**Work required:** In the entries below, find each line bearing the string "hand" and copy it.

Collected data

»»

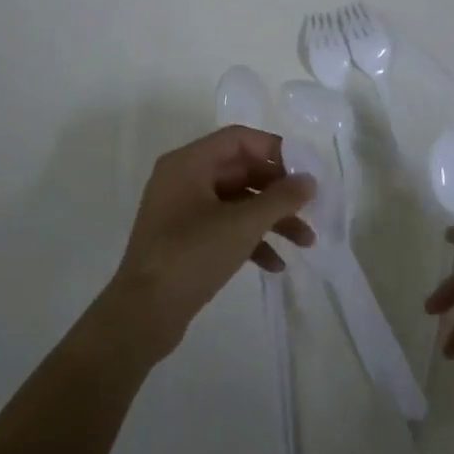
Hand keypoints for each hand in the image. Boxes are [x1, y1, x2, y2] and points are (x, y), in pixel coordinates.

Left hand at [105, 126, 314, 363]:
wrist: (143, 314)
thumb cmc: (192, 255)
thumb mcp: (243, 224)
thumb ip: (281, 198)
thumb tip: (309, 180)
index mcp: (188, 163)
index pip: (239, 140)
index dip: (275, 151)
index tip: (305, 171)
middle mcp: (183, 179)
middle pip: (241, 171)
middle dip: (279, 192)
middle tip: (310, 209)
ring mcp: (182, 211)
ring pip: (236, 203)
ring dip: (271, 219)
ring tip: (305, 243)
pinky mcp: (184, 241)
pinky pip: (224, 228)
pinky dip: (250, 240)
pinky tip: (275, 265)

««

**Answer:**
Hand keypoints for each hand in the image. Boxes are [x1, y1, x2, y2] and points are (x, y), in pixel coordinates.
Left hand at [105, 126, 314, 363]:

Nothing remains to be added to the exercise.